***** Input records *****
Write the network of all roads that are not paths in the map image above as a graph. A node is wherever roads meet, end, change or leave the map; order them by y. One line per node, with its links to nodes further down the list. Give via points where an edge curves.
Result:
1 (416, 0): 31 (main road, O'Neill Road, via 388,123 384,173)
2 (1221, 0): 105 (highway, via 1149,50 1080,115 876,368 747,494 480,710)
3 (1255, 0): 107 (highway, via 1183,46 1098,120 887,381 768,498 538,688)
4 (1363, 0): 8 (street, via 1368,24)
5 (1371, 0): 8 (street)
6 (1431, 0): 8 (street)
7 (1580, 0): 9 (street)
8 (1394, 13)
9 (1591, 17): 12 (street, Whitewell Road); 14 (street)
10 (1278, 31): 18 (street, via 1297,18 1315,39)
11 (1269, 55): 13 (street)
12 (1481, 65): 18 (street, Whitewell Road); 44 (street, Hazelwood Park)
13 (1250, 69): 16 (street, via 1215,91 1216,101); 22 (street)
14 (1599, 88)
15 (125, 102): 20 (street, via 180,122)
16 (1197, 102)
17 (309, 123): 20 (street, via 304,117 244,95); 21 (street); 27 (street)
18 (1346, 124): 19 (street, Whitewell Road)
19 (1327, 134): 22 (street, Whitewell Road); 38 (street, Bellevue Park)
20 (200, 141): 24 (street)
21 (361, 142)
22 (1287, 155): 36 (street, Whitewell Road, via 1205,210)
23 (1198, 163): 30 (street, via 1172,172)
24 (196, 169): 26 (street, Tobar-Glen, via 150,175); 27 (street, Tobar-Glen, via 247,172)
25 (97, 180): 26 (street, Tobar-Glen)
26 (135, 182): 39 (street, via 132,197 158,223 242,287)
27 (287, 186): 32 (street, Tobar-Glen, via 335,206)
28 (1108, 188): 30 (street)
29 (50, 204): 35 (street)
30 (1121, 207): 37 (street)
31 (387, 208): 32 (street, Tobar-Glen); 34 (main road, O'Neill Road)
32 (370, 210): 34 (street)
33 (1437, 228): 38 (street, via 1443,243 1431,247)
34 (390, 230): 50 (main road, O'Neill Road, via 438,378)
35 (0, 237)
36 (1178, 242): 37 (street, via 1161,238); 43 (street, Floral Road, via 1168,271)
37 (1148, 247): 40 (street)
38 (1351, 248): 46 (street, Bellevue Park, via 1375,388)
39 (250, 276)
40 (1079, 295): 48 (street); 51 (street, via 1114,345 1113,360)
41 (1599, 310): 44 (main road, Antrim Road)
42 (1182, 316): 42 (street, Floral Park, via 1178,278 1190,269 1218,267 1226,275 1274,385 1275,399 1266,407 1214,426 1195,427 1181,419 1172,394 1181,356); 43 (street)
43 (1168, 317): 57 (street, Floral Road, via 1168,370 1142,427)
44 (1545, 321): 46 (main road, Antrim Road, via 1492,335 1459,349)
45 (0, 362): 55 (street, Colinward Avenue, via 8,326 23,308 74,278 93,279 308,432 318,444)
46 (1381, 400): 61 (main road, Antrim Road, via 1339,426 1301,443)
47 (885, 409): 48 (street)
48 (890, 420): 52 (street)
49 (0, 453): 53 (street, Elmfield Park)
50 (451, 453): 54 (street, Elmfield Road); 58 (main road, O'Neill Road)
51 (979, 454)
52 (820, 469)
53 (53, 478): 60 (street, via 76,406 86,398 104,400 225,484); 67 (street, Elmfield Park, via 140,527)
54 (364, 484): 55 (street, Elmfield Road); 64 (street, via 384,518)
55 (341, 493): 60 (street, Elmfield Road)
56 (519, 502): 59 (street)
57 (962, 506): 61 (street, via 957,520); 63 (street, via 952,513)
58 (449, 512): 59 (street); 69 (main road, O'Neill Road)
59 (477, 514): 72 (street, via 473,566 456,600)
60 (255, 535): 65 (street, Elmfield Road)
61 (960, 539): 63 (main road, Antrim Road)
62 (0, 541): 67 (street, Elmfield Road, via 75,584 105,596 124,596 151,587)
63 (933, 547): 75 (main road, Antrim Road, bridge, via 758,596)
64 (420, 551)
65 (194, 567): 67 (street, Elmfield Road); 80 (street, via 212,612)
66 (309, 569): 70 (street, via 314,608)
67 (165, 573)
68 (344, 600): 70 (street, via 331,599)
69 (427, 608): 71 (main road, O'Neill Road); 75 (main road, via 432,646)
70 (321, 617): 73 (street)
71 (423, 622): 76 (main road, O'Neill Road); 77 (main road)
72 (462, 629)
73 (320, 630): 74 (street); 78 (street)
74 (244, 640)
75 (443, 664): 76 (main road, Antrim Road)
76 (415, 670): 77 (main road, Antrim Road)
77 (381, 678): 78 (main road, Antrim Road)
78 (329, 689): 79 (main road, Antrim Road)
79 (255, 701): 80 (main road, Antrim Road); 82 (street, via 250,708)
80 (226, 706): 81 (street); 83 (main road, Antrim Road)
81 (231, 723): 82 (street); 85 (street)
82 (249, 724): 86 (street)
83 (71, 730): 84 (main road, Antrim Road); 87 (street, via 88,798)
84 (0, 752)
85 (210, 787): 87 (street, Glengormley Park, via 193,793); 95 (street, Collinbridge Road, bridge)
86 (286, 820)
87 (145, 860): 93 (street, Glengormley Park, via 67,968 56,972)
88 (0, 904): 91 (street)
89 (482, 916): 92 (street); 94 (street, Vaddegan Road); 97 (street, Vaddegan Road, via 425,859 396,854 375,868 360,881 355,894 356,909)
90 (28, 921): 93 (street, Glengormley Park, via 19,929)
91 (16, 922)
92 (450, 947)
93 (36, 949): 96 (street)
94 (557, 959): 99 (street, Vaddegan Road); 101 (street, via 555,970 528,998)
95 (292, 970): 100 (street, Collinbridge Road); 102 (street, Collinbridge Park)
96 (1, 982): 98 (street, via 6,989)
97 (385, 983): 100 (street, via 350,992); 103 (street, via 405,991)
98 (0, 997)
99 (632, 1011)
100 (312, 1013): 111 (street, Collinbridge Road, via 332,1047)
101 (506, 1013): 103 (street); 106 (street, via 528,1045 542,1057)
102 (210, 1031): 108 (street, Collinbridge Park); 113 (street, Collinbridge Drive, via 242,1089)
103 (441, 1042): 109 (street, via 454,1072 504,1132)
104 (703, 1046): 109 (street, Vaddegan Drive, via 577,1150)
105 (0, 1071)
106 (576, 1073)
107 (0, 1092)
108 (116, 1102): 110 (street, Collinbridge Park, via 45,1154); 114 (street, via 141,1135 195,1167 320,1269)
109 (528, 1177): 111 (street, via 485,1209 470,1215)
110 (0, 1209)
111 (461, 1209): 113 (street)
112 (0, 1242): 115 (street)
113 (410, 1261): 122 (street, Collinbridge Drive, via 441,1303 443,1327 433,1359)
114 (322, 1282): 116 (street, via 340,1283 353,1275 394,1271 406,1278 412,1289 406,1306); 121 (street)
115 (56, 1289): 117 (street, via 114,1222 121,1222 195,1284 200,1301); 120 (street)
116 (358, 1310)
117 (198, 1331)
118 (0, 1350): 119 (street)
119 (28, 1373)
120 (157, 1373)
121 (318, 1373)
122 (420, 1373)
*****
• About this task: Reproduce all the records. Keep them exact, please.

• Completed exercise:
Write the network of all roads that are not paths in the map image above as a graph. A node is wherever roads meet, end, change or leave the map; order them by y. One line per node, with its links to nodes further down the list. Give via points where an edge curves.
Result:
1 (416, 0): 31 (main road, O'Neill Road, via 388,123 384,173)
2 (1221, 0): 105 (highway, via 1149,50 1080,115 876,368 747,494 480,710)
3 (1255, 0): 107 (highway, via 1183,46 1098,120 887,381 768,498 538,688)
4 (1363, 0): 8 (street, via 1368,24)
5 (1371, 0): 8 (street)
6 (1431, 0): 8 (street)
7 (1580, 0): 9 (street)
8 (1394, 13)
9 (1591, 17): 12 (street, Whitewell Road); 14 (street)
10 (1278, 31): 18 (street, via 1297,18 1315,39)
11 (1269, 55): 13 (street)
12 (1481, 65): 18 (street, Whitewell Road); 44 (street, Hazelwood Park)
13 (1250, 69): 16 (street, via 1215,91 1216,101); 22 (street)
14 (1599, 88)
15 (125, 102): 20 (street, via 180,122)
16 (1197, 102)
17 (309, 123): 20 (street, via 304,117 244,95); 21 (street); 27 (street)
18 (1346, 124): 19 (street, Whitewell Road)
19 (1327, 134): 22 (street, Whitewell Road); 38 (street, Bellevue Park)
20 (200, 141): 24 (street)
21 (361, 142)
22 (1287, 155): 36 (street, Whitewell Road, via 1205,210)
23 (1198, 163): 30 (street, via 1172,172)
24 (196, 169): 26 (street, Tobar-Glen, via 150,175); 27 (street, Tobar-Glen, via 247,172)
25 (97, 180): 26 (street, Tobar-Glen)
26 (135, 182): 39 (street, via 132,197 158,223 242,287)
27 (287, 186): 32 (street, Tobar-Glen, via 335,206)
28 (1108, 188): 30 (street)
29 (50, 204): 35 (street)
30 (1121, 207): 37 (street)
31 (387, 208): 32 (street, Tobar-Glen); 34 (main road, O'Neill Road)
32 (370, 210): 34 (street)
33 (1437, 228): 38 (street, via 1443,243 1431,247)
34 (390, 230): 50 (main road, O'Neill Road, via 438,378)
35 (0, 237)
36 (1178, 242): 37 (street, via 1161,238); 43 (street, Floral Road, via 1168,271)
37 (1148, 247): 40 (street)
38 (1351, 248): 46 (street, Bellevue Park, via 1375,388)
39 (250, 276)
40 (1079, 295): 48 (street); 51 (street, via 1114,345 1113,360)
41 (1599, 310): 44 (main road, Antrim Road)
42 (1182, 316): 42 (street, Floral Park, via 1178,278 1190,269 1218,267 1226,275 1274,385 1275,399 1266,407 1214,426 1195,427 1181,419 1172,394 1181,356); 43 (street)
43 (1168, 317): 57 (street, Floral Road, via 1168,370 1142,427)
44 (1545, 321): 46 (main road, Antrim Road, via 1492,335 1459,349)
45 (0, 362): 55 (street, Colinward Avenue, via 8,326 23,308 74,278 93,279 308,432 318,444)
46 (1381, 400): 61 (main road, Antrim Road, via 1339,426 1301,443)
47 (885, 409): 48 (street)
48 (890, 420): 52 (street)
49 (0, 453): 53 (street, Elmfield Park)
50 (451, 453): 54 (street, Elmfield Road); 58 (main road, O'Neill Road)
51 (979, 454)
52 (820, 469)
53 (53, 478): 60 (street, via 76,406 86,398 104,400 225,484); 67 (street, Elmfield Park, via 140,527)
54 (364, 484): 55 (street, Elmfield Road); 64 (street, via 384,518)
55 (341, 493): 60 (street, Elmfield Road)
56 (519, 502): 59 (street)
57 (962, 506): 61 (street, via 957,520); 63 (street, via 952,513)
58 (449, 512): 59 (street); 69 (main road, O'Neill Road)
59 (477, 514): 72 (street, via 473,566 456,600)
60 (255, 535): 65 (street, Elmfield Road)
61 (960, 539): 63 (main road, Antrim Road)
62 (0, 541): 67 (street, Elmfield Road, via 75,584 105,596 124,596 151,587)
63 (933, 547): 75 (main road, Antrim Road, bridge, via 758,596)
64 (420, 551)
65 (194, 567): 67 (street, Elmfield Road); 80 (street, via 212,612)
66 (309, 569): 70 (street, via 314,608)
67 (165, 573)
68 (344, 600): 70 (street, via 331,599)
69 (427, 608): 71 (main road, O'Neill Road); 75 (main road, via 432,646)
70 (321, 617): 73 (street)
71 (423, 622): 76 (main road, O'Neill Road); 77 (main road)
72 (462, 629)
73 (320, 630): 74 (street); 78 (street)
74 (244, 640)
75 (443, 664): 76 (main road, Antrim Road)
76 (415, 670): 77 (main road, Antrim Road)
77 (381, 678): 78 (main road, Antrim Road)
78 (329, 689): 79 (main road, Antrim Road)
79 (255, 701): 80 (main road, Antrim Road); 82 (street, via 250,708)
80 (226, 706): 81 (street); 83 (main road, Antrim Road)
81 (231, 723): 82 (street); 85 (street)
82 (249, 724): 86 (street)
83 (71, 730): 84 (main road, Antrim Road); 87 (street, via 88,798)
84 (0, 752)
85 (210, 787): 87 (street, Glengormley Park, via 193,793); 95 (street, Collinbridge Road, bridge)
86 (286, 820)
87 (145, 860): 93 (street, Glengormley Park, via 67,968 56,972)
88 (0, 904): 91 (street)
89 (482, 916): 92 (street); 94 (street, Vaddegan Road); 97 (street, Vaddegan Road, via 425,859 396,854 375,868 360,881 355,894 356,909)
90 (28, 921): 93 (street, Glengormley Park, via 19,929)
91 (16, 922)
92 (450, 947)
93 (36, 949): 96 (street)
94 (557, 959): 99 (street, Vaddegan Road); 101 (street, via 555,970 528,998)
95 (292, 970): 100 (street, Collinbridge Road); 102 (street, Collinbridge Park)
96 (1, 982): 98 (street, via 6,989)
97 (385, 983): 100 (street, via 350,992); 103 (street, via 405,991)
98 (0, 997)
99 (632, 1011)
100 (312, 1013): 111 (street, Collinbridge Road, via 332,1047)
101 (506, 1013): 103 (street); 106 (street, via 528,1045 542,1057)
102 (210, 1031): 108 (street, Collinbridge Park); 113 (street, Collinbridge Drive, via 242,1089)
103 (441, 1042): 109 (street, via 454,1072 504,1132)
104 (703, 1046): 109 (street, Vaddegan Drive, via 577,1150)
105 (0, 1071)
106 (576, 1073)
107 (0, 1092)
108 (116, 1102): 110 (street, Collinbridge Park, via 45,1154); 114 (street, via 141,1135 195,1167 320,1269)
109 (528, 1177): 111 (street, via 485,1209 470,1215)
110 (0, 1209)
111 (461, 1209): 113 (street)
112 (0, 1242): 115 (street)
113 (410, 1261): 122 (street, Collinbridge Drive, via 441,1303 443,1327 433,1359)
114 (322, 1282): 116 (street, via 340,1283 353,1275 394,1271 406,1278 412,1289 406,1306); 121 (street)
115 (56, 1289): 117 (street, via 114,1222 121,1222 195,1284 200,1301); 120 (street)
116 (358, 1310)
117 (198, 1331)
118 (0, 1350): 119 (street)
119 (28, 1373)
120 (157, 1373)
121 (318, 1373)
122 (420, 1373)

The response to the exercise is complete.